Segment Open

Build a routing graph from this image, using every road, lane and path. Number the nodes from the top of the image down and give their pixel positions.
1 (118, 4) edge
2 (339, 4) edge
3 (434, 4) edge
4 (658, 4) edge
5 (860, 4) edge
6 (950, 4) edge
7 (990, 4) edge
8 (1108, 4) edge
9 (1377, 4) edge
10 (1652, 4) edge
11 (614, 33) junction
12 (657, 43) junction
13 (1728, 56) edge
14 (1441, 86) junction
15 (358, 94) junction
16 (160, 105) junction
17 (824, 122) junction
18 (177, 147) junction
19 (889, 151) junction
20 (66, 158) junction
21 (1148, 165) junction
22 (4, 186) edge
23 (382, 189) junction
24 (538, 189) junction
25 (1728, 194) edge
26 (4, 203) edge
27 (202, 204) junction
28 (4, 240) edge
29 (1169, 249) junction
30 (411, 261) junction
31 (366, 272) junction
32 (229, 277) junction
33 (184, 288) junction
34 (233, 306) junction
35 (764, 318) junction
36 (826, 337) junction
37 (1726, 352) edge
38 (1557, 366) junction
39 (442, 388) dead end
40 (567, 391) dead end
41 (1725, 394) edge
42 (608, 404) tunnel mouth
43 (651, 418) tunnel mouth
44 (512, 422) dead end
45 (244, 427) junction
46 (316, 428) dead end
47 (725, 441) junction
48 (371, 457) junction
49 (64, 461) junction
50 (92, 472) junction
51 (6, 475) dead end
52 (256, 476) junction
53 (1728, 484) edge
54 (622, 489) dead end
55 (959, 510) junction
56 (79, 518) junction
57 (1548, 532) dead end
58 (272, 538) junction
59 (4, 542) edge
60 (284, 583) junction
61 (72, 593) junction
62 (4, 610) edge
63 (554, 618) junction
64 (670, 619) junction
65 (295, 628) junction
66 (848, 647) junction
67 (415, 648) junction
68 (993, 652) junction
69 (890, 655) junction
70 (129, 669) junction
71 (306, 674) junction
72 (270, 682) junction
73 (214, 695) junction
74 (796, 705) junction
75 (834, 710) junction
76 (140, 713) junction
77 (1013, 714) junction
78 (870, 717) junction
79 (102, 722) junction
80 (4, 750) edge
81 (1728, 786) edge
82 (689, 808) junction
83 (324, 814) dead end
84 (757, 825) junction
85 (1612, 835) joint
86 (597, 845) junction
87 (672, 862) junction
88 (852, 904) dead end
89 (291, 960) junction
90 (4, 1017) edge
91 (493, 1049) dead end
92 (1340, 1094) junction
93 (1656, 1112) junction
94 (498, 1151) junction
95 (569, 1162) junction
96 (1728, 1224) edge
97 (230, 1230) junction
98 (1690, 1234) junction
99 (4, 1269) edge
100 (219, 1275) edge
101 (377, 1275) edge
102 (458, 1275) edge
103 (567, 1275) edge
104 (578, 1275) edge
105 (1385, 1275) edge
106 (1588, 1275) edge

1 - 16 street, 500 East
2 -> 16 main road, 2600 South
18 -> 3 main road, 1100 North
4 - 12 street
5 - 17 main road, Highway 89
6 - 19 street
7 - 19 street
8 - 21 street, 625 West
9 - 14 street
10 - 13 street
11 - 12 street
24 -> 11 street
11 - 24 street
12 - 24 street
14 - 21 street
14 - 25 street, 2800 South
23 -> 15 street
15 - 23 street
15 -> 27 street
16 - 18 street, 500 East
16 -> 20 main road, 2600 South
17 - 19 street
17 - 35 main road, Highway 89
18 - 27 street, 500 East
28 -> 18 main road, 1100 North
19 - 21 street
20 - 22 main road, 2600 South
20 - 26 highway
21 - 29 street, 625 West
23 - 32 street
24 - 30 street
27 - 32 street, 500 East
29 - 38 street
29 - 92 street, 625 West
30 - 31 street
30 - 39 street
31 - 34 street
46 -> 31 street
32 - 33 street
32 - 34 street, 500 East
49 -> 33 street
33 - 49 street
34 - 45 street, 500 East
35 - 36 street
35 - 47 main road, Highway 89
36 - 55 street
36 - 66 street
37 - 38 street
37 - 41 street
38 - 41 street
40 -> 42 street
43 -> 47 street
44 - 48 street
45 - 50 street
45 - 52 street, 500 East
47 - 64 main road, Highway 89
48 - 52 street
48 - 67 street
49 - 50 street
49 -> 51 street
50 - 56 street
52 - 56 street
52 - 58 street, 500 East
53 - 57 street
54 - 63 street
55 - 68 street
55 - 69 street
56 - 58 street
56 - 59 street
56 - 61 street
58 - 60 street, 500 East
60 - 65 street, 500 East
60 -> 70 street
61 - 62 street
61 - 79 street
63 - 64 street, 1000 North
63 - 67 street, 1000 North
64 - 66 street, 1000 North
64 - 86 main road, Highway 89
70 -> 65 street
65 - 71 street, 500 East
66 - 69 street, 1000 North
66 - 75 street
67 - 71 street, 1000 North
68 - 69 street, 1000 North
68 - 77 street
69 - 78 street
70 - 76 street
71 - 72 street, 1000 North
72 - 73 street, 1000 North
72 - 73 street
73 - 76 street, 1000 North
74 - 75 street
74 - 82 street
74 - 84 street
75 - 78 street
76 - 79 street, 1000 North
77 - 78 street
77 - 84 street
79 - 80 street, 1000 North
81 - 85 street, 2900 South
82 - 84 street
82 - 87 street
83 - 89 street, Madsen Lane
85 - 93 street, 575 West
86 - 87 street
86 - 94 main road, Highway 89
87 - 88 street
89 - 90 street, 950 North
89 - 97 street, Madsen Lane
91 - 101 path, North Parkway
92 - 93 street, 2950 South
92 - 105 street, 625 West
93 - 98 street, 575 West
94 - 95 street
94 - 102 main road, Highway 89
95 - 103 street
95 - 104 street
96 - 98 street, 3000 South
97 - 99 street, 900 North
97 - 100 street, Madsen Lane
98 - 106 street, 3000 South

Segment Closed
Segment Open

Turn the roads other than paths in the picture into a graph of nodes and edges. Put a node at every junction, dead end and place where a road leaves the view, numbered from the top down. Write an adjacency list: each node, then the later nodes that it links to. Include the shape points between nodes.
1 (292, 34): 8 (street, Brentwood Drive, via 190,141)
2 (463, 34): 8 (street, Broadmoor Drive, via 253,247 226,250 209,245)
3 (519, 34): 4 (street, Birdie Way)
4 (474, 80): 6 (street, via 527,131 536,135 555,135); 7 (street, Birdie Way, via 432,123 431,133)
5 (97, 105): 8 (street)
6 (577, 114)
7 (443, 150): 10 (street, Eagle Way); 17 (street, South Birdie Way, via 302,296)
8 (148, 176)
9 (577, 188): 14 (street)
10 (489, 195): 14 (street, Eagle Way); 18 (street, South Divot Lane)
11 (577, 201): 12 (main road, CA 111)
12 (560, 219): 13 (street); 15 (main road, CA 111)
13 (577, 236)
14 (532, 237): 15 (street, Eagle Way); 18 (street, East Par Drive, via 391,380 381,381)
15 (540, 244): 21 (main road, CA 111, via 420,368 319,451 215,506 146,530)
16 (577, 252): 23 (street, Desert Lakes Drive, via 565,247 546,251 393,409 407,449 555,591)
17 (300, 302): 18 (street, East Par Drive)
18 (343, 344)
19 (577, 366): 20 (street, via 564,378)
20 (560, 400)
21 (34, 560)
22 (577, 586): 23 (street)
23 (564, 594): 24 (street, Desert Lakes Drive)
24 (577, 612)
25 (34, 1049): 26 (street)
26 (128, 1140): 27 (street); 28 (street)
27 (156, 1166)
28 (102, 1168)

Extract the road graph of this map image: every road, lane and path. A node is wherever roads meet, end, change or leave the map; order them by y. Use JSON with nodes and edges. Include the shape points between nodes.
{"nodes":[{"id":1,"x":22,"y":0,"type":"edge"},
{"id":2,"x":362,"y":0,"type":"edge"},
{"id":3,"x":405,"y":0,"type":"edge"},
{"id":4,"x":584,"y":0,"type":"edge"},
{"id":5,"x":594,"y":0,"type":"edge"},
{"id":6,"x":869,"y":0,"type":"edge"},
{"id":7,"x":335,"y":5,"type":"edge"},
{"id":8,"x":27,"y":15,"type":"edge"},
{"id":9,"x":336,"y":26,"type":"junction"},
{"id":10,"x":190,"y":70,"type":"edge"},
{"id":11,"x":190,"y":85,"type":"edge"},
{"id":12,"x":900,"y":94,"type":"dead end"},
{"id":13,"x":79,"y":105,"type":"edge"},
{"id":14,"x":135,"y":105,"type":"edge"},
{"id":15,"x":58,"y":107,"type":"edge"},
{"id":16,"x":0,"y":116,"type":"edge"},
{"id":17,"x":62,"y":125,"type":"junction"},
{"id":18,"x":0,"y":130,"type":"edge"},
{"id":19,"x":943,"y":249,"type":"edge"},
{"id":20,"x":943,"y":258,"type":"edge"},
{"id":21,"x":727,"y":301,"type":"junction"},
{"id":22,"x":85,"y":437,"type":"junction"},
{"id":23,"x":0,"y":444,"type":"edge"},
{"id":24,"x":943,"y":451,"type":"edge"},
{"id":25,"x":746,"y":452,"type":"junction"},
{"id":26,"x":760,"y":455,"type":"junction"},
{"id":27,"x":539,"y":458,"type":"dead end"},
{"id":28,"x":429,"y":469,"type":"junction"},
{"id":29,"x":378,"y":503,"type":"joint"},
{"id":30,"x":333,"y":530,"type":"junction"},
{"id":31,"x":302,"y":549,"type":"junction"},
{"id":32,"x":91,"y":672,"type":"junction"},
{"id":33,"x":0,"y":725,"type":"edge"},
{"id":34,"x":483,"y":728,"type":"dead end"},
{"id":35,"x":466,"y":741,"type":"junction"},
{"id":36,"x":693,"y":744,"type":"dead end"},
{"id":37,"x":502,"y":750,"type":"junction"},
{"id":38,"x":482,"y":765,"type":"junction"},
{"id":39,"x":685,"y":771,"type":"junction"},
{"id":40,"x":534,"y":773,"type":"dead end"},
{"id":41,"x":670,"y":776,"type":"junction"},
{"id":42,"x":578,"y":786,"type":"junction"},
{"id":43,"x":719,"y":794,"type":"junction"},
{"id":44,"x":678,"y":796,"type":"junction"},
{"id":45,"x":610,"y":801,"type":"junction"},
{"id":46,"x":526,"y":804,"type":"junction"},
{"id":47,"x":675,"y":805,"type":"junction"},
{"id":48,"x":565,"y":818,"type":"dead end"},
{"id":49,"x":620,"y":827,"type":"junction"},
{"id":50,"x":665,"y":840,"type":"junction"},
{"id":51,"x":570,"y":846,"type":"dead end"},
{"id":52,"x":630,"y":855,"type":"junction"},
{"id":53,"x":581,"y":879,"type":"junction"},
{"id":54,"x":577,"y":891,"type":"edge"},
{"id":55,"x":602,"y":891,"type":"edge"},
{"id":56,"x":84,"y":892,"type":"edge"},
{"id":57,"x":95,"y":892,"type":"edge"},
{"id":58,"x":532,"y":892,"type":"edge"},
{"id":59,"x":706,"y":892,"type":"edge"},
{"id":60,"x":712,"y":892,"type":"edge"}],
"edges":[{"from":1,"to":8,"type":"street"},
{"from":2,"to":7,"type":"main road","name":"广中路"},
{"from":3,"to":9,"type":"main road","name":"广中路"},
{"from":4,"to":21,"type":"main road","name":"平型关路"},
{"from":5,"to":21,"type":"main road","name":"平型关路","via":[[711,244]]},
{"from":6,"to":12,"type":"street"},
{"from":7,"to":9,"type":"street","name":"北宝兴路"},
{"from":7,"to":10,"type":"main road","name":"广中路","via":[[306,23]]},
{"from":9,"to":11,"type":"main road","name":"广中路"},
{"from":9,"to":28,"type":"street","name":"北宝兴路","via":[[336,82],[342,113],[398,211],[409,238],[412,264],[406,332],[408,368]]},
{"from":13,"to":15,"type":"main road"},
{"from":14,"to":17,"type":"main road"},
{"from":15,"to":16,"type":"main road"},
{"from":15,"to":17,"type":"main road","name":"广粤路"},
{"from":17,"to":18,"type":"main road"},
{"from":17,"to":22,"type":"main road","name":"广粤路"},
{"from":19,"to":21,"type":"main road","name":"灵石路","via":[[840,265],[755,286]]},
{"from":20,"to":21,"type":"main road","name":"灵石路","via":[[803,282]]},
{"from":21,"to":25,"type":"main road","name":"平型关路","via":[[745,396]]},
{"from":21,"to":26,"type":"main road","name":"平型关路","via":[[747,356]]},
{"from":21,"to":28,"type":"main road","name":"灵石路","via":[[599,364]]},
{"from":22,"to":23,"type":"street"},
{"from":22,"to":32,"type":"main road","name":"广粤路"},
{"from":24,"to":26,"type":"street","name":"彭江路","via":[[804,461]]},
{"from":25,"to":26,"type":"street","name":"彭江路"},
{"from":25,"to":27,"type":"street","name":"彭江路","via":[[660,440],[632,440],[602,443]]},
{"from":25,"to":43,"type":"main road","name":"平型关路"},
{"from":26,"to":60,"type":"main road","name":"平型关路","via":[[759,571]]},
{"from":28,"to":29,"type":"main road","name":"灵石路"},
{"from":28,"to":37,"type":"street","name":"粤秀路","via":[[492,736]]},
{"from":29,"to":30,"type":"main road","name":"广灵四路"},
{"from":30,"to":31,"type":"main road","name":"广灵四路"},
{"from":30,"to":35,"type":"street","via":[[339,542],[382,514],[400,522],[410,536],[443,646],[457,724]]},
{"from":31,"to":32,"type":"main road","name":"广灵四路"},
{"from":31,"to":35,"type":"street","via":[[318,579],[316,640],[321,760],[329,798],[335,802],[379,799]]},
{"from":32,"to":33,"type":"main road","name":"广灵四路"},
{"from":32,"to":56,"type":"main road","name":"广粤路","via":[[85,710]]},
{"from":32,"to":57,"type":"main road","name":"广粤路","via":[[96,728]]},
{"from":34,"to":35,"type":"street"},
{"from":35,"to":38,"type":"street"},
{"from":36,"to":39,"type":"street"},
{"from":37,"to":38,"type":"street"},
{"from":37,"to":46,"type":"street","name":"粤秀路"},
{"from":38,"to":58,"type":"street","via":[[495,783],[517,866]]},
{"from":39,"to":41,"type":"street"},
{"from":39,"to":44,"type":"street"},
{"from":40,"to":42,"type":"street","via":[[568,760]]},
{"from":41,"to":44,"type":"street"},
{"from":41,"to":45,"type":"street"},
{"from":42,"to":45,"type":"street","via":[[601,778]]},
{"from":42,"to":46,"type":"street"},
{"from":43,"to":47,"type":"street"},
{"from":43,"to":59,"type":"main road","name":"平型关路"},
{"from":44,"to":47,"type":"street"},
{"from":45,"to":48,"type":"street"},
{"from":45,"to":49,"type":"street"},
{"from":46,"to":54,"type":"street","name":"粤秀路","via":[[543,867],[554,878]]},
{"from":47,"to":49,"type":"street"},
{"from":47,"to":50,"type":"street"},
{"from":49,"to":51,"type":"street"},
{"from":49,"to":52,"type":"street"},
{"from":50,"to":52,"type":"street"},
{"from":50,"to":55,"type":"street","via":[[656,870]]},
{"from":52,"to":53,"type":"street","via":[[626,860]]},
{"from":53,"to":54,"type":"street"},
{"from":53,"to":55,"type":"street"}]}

Segment Closed

WORK ITEM:
Please copy out every line of the preceding listing that carries "Desert".

SOLUTION TO THIS PROBLEM:
16 (577, 252): 23 (street, Desert Lakes Drive, via 565,247 546,251 393,409 407,449 555,591)
23 (564, 594): 24 (street, Desert Lakes Drive)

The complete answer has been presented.